東洋経済オンライン / 2019年6月10日 8時10分

2つ目は、かつて働いていたある日本企業での経験です。人材採用において、数人の候補と面接をしました。私は、とても積極的なある女性が適任だと思ったのですが、日本人の面接官たちは「彼女は積極的すぎるから向かない」と言ったのです。男性であれば評価される特性が女性だとマイナスに見られてしまう。このような文化は、女性を必要以上に遠慮深くさせます。

3つ目は、私の上司たちです。私は弁護士としてキャリアを始めたのですが、振り返ってみると4~5割の上司が女性でした。CEOが女性だったこともあります。ですから、女性がリーダーシップを取ることを自然なことだと見なしていたのです。

――30%クラブの中でも重要な役割を果たす機関投資家の集まり「インベスター・グループ」のチェアとして、活動予定です。具体的には、何をするのでしょうか。

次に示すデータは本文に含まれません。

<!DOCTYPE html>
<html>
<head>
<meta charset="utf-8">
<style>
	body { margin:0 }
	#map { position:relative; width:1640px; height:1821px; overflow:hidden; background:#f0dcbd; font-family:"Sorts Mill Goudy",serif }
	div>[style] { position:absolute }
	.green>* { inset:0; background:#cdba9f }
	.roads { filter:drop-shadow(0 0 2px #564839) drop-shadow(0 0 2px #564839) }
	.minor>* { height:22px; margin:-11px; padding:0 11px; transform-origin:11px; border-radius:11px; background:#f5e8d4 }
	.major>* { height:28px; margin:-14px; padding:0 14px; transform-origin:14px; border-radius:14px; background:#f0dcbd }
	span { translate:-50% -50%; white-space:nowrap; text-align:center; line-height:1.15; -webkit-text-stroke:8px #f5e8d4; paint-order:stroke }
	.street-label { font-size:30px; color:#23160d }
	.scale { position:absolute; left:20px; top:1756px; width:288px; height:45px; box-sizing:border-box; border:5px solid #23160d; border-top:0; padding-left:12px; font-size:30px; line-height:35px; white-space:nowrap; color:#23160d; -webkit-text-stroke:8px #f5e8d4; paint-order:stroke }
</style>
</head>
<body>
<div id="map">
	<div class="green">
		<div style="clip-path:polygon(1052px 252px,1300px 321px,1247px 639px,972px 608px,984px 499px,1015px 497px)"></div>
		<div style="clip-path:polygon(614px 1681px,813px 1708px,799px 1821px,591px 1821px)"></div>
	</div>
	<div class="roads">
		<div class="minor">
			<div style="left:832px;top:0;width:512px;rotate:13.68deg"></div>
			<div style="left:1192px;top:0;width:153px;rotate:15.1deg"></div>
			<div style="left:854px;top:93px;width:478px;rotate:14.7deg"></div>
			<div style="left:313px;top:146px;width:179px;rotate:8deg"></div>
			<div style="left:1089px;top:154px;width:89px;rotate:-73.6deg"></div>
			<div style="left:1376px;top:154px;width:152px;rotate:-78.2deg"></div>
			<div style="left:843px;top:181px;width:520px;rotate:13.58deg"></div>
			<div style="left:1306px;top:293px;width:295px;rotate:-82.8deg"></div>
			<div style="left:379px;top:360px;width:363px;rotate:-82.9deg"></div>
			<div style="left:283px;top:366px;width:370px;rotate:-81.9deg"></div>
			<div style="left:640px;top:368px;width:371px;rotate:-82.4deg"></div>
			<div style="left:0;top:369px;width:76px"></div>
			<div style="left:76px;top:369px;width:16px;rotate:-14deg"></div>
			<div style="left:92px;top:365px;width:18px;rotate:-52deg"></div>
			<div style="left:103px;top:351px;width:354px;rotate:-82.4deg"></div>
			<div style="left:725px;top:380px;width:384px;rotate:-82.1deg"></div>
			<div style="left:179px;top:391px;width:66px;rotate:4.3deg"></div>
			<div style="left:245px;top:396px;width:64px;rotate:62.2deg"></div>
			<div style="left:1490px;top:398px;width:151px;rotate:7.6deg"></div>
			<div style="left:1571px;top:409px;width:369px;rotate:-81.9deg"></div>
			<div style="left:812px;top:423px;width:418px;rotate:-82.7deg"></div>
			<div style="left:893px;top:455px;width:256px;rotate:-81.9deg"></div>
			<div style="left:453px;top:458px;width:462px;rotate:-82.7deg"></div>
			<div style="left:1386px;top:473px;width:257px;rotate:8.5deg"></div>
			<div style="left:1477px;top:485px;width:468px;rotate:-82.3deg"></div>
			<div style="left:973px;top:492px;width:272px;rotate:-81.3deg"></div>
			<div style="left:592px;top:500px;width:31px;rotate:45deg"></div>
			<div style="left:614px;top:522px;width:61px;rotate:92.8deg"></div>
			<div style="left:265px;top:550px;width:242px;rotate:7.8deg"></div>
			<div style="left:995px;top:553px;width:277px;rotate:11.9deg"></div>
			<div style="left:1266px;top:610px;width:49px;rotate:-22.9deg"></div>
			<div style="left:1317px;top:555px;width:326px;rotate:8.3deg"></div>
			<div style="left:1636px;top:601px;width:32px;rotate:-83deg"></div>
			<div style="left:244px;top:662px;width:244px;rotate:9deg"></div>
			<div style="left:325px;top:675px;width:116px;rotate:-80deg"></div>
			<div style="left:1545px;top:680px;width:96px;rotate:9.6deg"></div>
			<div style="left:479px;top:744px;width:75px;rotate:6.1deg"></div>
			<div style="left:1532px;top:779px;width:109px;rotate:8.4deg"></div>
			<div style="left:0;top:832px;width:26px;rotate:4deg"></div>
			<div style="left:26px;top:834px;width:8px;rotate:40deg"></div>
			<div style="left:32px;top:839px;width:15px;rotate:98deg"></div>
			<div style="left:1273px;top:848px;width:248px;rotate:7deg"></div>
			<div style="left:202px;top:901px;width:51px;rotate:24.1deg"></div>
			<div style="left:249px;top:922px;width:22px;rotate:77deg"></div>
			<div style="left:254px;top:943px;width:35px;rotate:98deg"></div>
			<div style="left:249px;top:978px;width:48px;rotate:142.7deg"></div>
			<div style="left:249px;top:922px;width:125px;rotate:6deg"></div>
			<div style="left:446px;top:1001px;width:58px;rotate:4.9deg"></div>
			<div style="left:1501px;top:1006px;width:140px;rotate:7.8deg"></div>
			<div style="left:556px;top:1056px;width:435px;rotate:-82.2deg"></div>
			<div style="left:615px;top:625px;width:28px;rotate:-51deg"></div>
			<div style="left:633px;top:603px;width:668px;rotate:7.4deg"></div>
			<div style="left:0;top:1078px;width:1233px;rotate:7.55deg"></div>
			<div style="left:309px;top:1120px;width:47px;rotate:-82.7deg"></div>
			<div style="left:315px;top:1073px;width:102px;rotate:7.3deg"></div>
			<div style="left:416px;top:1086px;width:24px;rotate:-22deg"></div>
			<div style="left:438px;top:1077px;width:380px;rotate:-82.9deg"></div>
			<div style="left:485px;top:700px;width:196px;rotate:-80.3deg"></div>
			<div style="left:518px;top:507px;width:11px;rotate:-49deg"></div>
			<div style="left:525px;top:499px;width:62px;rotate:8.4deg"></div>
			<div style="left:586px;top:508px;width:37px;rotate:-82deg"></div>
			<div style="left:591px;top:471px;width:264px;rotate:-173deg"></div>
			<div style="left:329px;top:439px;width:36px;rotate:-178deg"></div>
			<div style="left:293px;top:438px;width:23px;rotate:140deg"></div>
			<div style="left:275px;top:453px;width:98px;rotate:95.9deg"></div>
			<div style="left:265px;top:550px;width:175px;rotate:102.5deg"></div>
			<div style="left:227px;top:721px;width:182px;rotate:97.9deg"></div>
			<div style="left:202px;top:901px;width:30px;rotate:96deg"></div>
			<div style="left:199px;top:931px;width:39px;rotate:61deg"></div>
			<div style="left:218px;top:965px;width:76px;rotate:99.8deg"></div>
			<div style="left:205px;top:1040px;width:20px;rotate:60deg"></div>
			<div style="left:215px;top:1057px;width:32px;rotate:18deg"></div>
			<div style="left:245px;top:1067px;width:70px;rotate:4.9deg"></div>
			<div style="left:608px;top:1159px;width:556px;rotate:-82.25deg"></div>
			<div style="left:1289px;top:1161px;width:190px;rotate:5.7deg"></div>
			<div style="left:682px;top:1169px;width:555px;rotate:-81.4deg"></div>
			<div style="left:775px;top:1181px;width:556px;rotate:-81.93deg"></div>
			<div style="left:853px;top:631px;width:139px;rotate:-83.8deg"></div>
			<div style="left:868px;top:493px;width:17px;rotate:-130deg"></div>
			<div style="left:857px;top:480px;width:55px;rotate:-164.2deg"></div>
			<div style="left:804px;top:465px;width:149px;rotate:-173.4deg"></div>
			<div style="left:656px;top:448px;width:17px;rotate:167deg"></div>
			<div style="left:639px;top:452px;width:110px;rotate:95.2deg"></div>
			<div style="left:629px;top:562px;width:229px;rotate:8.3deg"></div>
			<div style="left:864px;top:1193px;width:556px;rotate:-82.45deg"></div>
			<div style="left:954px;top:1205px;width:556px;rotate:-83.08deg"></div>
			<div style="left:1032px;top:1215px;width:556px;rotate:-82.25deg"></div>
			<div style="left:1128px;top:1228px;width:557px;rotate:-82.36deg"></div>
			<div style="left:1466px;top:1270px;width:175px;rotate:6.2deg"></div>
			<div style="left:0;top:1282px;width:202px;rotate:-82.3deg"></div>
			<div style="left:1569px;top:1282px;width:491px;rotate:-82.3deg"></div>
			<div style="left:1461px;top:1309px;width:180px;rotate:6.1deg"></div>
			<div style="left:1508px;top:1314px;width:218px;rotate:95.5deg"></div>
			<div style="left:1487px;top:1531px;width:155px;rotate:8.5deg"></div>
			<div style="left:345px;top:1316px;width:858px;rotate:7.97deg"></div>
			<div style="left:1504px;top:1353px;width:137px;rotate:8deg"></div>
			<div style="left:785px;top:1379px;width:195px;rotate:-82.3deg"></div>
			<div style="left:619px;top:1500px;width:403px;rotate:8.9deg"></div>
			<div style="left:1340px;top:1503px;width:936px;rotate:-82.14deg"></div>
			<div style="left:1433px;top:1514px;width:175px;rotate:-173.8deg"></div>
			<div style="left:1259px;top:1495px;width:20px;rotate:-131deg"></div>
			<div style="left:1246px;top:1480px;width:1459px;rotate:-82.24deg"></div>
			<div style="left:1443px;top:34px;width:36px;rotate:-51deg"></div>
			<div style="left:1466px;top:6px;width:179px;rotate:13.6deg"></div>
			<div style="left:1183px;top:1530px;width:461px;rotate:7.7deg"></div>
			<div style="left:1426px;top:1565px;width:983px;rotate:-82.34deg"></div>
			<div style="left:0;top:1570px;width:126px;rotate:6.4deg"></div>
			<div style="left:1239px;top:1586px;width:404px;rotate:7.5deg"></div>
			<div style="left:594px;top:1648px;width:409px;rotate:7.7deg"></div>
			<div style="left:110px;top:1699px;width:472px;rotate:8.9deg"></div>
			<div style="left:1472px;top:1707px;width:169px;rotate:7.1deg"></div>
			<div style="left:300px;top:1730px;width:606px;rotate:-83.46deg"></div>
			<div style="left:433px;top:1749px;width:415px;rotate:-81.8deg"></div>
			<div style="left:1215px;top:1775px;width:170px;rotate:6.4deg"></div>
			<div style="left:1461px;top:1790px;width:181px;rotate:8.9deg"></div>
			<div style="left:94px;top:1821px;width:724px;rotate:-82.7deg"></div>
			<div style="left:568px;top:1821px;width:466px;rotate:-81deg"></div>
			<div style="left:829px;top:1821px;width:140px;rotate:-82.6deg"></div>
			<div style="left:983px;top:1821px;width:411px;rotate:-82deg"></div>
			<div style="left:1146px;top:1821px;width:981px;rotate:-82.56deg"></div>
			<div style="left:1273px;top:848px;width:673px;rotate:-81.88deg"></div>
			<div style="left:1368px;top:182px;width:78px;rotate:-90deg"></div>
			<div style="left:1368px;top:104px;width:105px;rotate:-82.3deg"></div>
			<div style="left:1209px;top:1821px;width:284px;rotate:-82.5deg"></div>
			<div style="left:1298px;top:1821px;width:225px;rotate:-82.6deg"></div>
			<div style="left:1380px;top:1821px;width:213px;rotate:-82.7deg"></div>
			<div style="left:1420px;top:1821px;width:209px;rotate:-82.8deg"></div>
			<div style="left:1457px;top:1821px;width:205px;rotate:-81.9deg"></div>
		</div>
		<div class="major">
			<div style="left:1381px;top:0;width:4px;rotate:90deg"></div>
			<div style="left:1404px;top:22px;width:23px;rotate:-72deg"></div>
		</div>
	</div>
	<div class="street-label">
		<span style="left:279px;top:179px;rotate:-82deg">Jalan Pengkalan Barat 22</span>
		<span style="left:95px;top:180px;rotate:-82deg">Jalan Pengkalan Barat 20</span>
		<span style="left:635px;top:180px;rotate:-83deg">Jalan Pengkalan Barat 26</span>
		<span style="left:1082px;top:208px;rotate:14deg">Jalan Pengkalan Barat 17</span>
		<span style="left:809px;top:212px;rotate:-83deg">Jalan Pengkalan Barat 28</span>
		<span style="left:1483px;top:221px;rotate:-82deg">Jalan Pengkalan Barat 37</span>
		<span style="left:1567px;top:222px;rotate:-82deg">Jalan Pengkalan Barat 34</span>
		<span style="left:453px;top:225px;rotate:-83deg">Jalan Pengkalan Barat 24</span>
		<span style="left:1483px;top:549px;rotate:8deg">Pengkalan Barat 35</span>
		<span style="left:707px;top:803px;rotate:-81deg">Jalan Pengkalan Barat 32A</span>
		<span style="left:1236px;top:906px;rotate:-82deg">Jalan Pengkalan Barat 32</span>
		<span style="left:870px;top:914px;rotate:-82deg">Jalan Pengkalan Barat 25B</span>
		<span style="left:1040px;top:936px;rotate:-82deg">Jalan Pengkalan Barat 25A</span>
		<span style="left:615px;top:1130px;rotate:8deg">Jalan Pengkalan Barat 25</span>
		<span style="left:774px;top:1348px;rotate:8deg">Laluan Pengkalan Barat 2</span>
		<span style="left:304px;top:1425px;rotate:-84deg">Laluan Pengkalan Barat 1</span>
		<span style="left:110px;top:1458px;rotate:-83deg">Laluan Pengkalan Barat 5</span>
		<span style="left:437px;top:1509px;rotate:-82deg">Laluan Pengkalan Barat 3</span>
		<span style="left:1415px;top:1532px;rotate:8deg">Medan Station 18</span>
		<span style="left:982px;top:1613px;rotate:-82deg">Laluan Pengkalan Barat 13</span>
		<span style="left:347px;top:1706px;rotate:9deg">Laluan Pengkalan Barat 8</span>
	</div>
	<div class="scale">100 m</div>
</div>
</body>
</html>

ハイマス:TOPIX100企業の取締役会における女性の割合を、2020年末までに最低でも10%に引き上げること、そして2030年までには30%に引き上げることを目指します。

具体的には、投資先企業のコーポレート・ガバナンスの問題に積極的に関与していきます。例えば投資先企業を訪問し、取締役会だけでなくあらゆるマネジメントレベルにおけるジェンダーダイバーシティの状況を把握して開示します。

役員に女性を増やすためには、候補となる上級管理職に女性を増やす必要があります。一般の従業員から管理職、上級管理職から役員へと上がっていくルートを「パイプライン」と呼びますが、私たち投資家は投資先企業のパイプラインが適切な状況になっているか関心を持ち、情報収集し、情報開示を行う予定です。

また、機関投資家が集まることで、投資先企業との対話のやり方について情報共有したり、よりよい方法を探ることもできると考えています。

■女性が活躍する素地ができつつある

――2015年に成立した女性活躍推進法は、雇用主に女性の活躍状況を把握し、都道府県の労働局を通じて情報開示することを求めています。インベスター・グループは、この法律を効果的に運用する役割を担っているようにみえます。

ハイマス:はい。30%クラブ日本の発足は、タイミングがとてもいいと思います。アベノミクスで女性活躍と経済成長の関連性が認識されてきたことに加え、コーポレート・ガバナンスの観点からも女性役員が求められるようになってきました。

私たちは機関投資家、政府、メディア、プロフェッショナルファーム(コンサルティングファーム、弁護士事務所など)、エグゼクティブサーチファーム、大学など、ダイバーシティの推進に関わる重要なステークホルダーが協力するプラットフォームです。すでにある法律を生かし、それぞれの得意分野を生かして変化を後押ししていく役割を担っています。